How to evaluate presentation efficiency?

Presentation is the same as your appearance on your first date

I

magine that your first date has just been over. It can become a good beginning of new relationships or can remain first and last. You have no ways to know whether you was interesting person for your partner or not unless you write a message or make a call. No matter whether you do it the next day or in a week, it makes sense how you was retained emotionally from the first date.

While slideshow on a business meeting we encourage clients with our offer and expect that they will give us a deal immediately. But it often takes days, weeks and months to make a decision in large companies. What will our clients remember about us if we call them two days later? What statements of our 40 minutes performance will audience retain in one week? The right answer is less than 30%.

The Ebbinghaus Forgetting Curve

In the 1880s, a German psychologist named Hermann Ebbinghaus performed a series of experiments to study memory – specifically, he studied the ability to memorize a list of information and how well that information was retained. This data led to his identification of the Ebbinghaus curve, also called the Forgetting Curve.

Ebbinghaus determined that if a subject was given a set of information that could be instantly regurgitated and then did not consciously rehearse that information, after twenty minutes, they would be unable to remember about 40% of the information. After an hour, they would be unable to remember about 55% of the information. By the end of the day, they would only remember about 36%. Over time that information would fade more and more, and be down to around 20% after a month.
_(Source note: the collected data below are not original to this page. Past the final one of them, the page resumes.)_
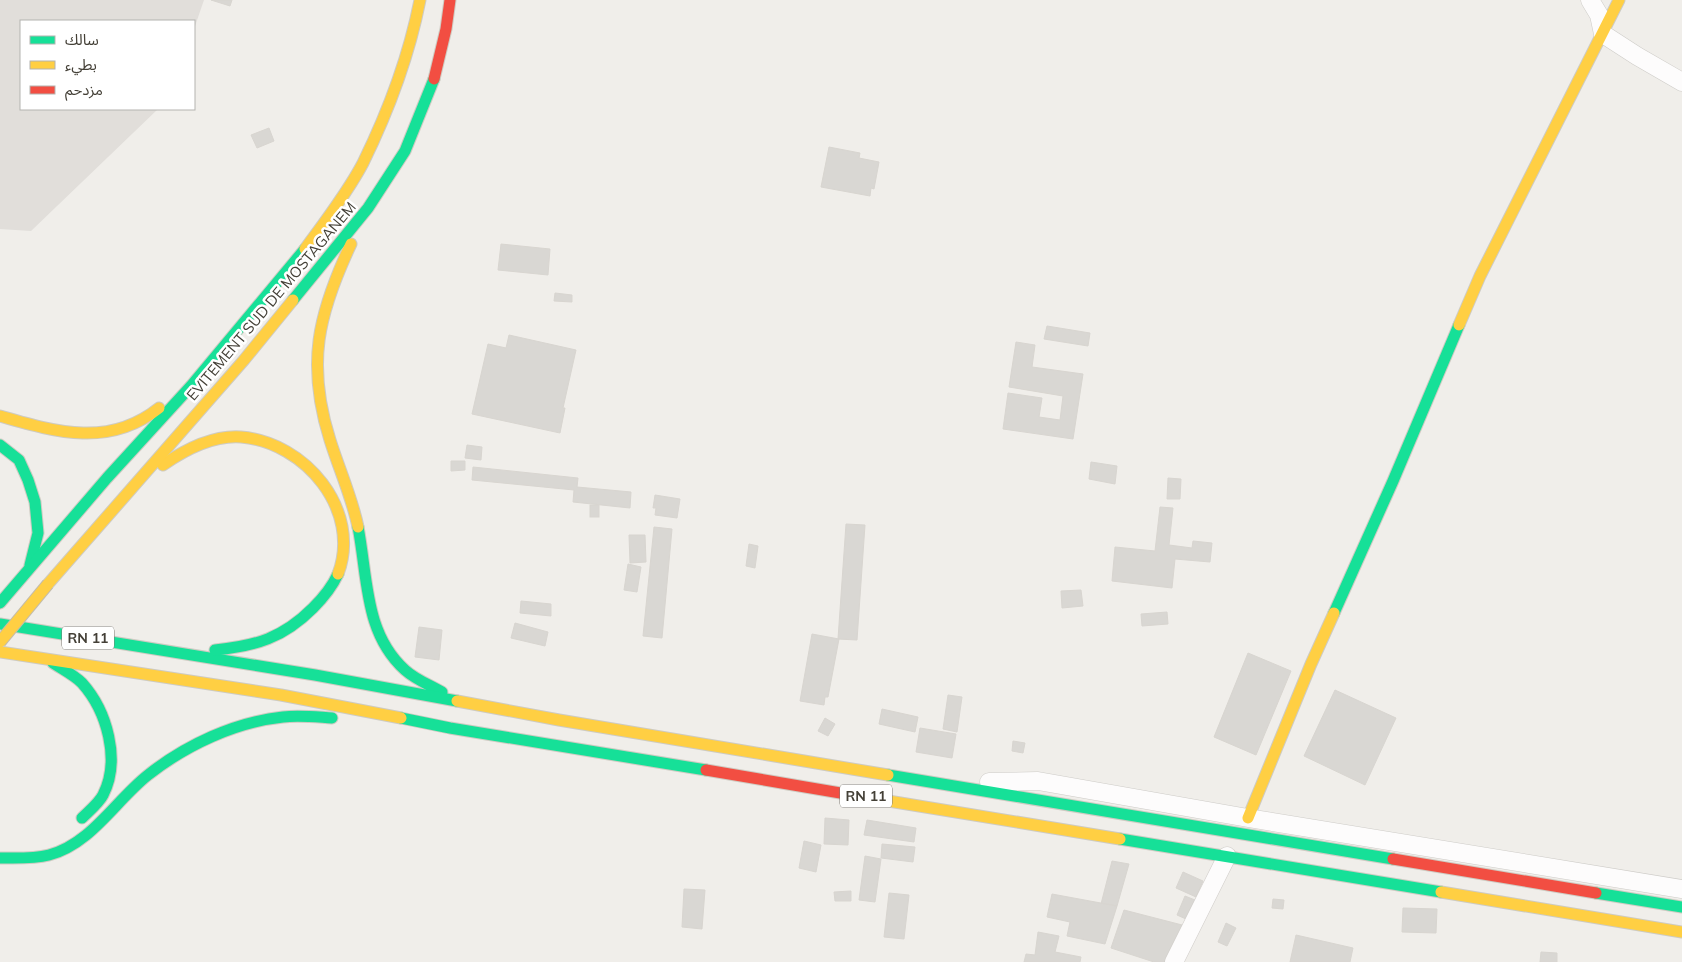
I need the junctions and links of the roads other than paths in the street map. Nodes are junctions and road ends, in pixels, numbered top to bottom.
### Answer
1 (420, 0) edge
2 (450, 0) edge
3 (1590, 0) edge
4 (1619, 0) edge
5 (1603, 34) junction
6 (1682, 82) edge
7 (368, 208) junction
8 (191, 386) junction
9 (0, 416) edge
10 (0, 445) edge
11 (135, 485) junction
12 (29, 568) junction
13 (0, 603) edge
14 (0, 622) edge
15 (0, 642) edge
16 (0, 652) edge
17 (176, 653) junction
18 (49, 661) junction
19 (463, 703) junction
20 (433, 725) junction
21 (942, 783) junction
22 (1248, 818) junction
23 (73, 824) dead end
24 (1227, 856) junction
25 (0, 858) edge
26 (1682, 889) edge
27 (1682, 907) edge
28 (1682, 932) edge
29 (1174, 962) edge

1 - 8 main road, EVITEMENT SUD DE MOSTAGANEM
2 - 7 main road, EVITEMENT SUD DE MOSTAGANEM
3 - 5 street
4 - 5 main road
5 - 6 street
5 - 22 main road
7 - 11 main road, EVITEMENT SUD DE MOSTAGANEM
7 - 19 main road
8 - 9 main road
8 - 12 main road, EVITEMENT SUD DE MOSTAGANEM
10 - 12 main road
11 - 15 main road, EVITEMENT SUD DE MOSTAGANEM, bridge
11 - 17 main road
12 - 13 main road, EVITEMENT SUD DE MOSTAGANEM
14 - 17 main road, RN 11
16 - 18 main road, RN 11
17 - 19 main road, RN 11
18 - 20 main road, RN 11
18 - 23 main road
19 - 21 main road, RN 11
20 - 24 main road, RN 11
20 - 25 main road
21 - 22 street
21 - 27 main road, RN 11
22 - 26 street
24 - 28 main road, RN 11
24 - 29 street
Presentation is about person-to-person dialogue

Presentation effectiveness can not be evaluated by a set of automatically collected metrics like for website. While website is a company-to-market instrument of communication which broadcasts your business message, presentation slides are most often person-to-person dialogue. Unlike website, a presentation success is fully dependable on you. Its slides can be ideally thinked and designed but if you’re unable to string a sentence together while talking to people you cannot count on second date. If you don’t make a call the next day after your presentation being held you won’t know whether you and your slides had success or not.

The goal of any presentation is not only to lead someone through your story from point A to point B but also to retain its key statements for days and weeks. So that when you call a client regarding your offer in a couple of days they could easily remember your idea among tens of others. You’ll never know if your presentation was good enough or not unless you ask people about it directly.

Successful presentations are understandable, memorable, and emotional.

Carmine Gallo

This quote is true but all of these are the attributes of a presentation but not the measurement of its effectiveness. How can we check ones? Your presentation was successful if talking to or surveing a person 2-3 days later:

  • You and your key statements were memorized
  • You get questions or objections to your presentation
  • You’re being told another story linked to your presentation
  • You’re being told: Shut up and take my money!

Got any of these 4 points in feedback? Congratulations, your slides have reached the target!